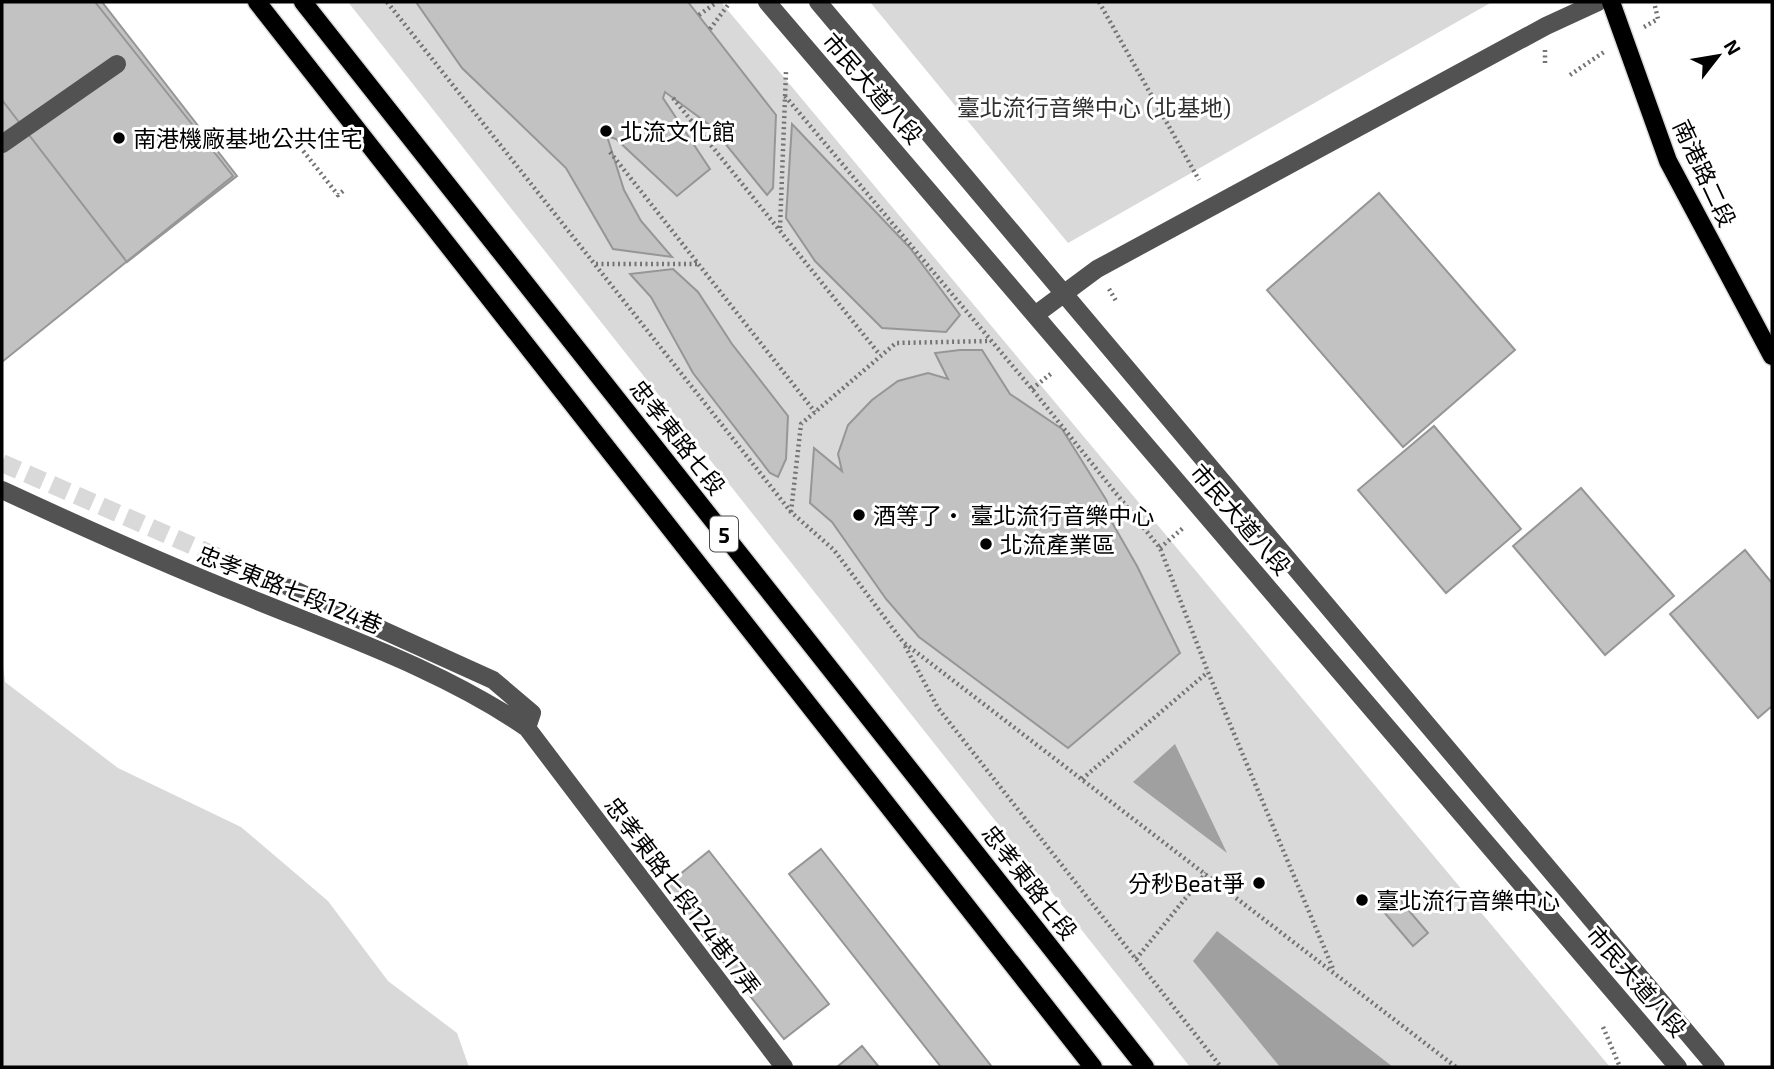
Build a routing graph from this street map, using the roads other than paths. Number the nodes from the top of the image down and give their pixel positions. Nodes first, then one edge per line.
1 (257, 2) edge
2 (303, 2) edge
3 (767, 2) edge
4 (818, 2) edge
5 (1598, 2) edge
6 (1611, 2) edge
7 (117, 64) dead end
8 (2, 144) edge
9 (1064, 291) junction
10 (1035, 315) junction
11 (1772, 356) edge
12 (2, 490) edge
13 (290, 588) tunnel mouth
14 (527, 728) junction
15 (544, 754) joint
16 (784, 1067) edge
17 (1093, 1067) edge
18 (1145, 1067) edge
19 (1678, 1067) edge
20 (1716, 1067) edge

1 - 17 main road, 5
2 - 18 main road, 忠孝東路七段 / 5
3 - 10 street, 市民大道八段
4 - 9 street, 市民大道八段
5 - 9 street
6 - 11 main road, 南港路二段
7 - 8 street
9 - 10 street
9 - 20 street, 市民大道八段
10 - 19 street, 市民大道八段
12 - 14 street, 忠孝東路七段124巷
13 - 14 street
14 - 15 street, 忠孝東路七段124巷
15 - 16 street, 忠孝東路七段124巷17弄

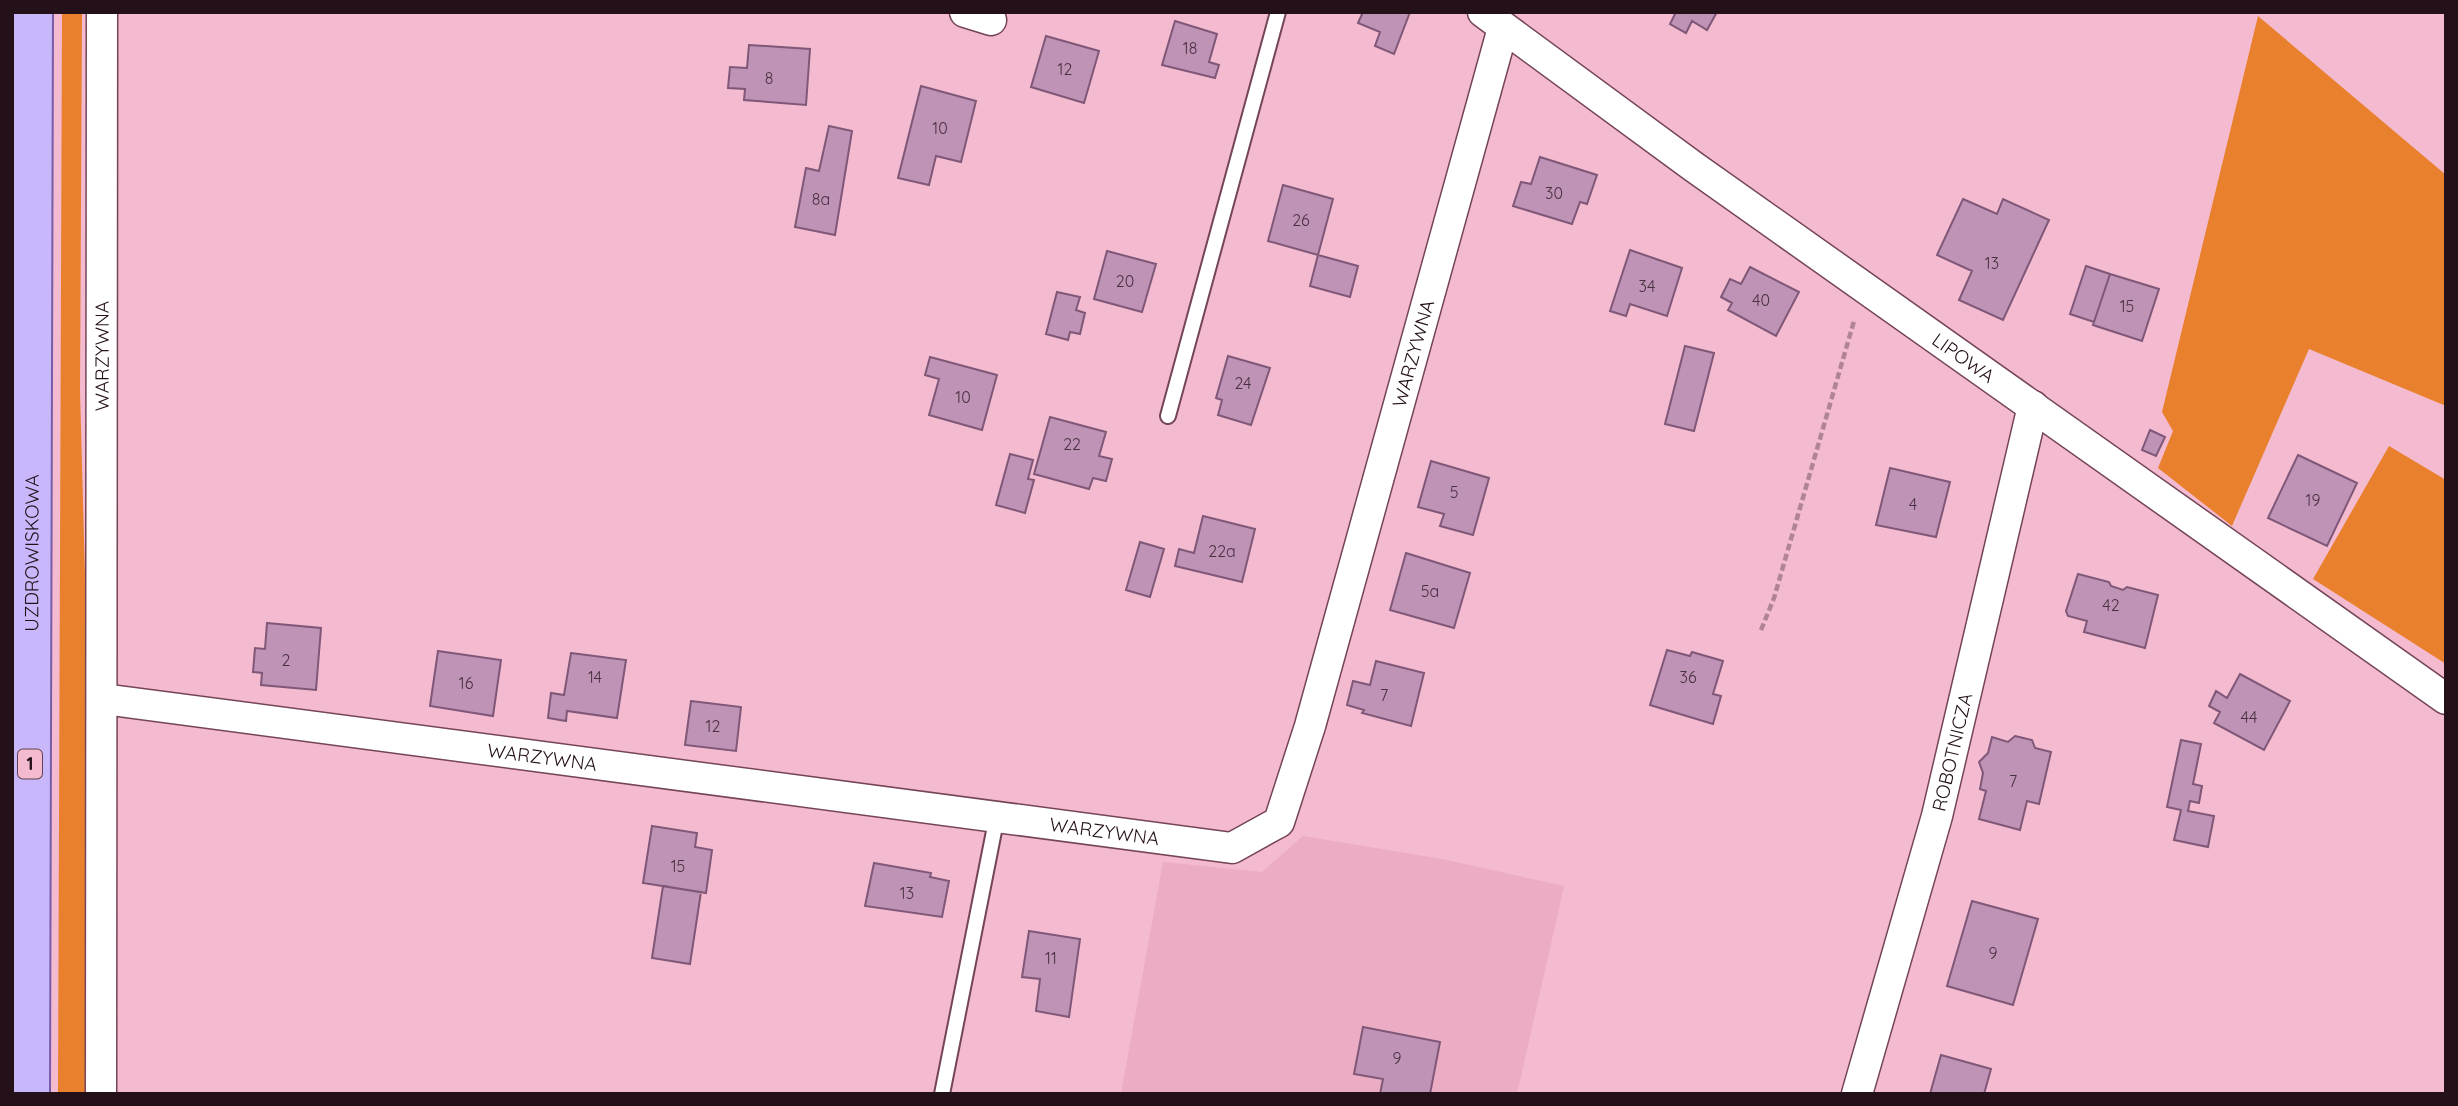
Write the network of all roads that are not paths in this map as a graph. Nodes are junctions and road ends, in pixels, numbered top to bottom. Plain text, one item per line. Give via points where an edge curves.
◇ ◇ ◇ ◇ ◇ ◇ ◇
- Directions
Restate the entries above word for word, keeping pictures out of the copy.

- Answer below
Build a routing graph from this street map, using the roads other than paths. Number the nodes from the top of the image down and give their pixel positions. Nodes first, then one edge per line.
1 (257, 2) edge
2 (303, 2) edge
3 (767, 2) edge
4 (818, 2) edge
5 (1598, 2) edge
6 (1611, 2) edge
7 (117, 64) dead end
8 (2, 144) edge
9 (1064, 291) junction
10 (1035, 315) junction
11 (1772, 356) edge
12 (2, 490) edge
13 (290, 588) tunnel mouth
14 (527, 728) junction
15 (544, 754) joint
16 (784, 1067) edge
17 (1093, 1067) edge
18 (1145, 1067) edge
19 (1678, 1067) edge
20 (1716, 1067) edge

1 - 17 main road, 5
2 - 18 main road, 忠孝東路七段 / 5
3 - 10 street, 市民大道八段
4 - 9 street, 市民大道八段
5 - 9 street
6 - 11 main road, 南港路二段
7 - 8 street
9 - 10 street
9 - 20 street, 市民大道八段
10 - 19 street, 市民大道八段
12 - 14 street, 忠孝東路七段124巷
13 - 14 street
14 - 15 street, 忠孝東路七段124巷
15 - 16 street, 忠孝東路七段124巷17弄

Write the network of all roads that are not paths in this map as a graph. Nodes are junctions and road ends, in pixels, numbered top to bottom. Plain text, one item per line. Give via points where an edge curves.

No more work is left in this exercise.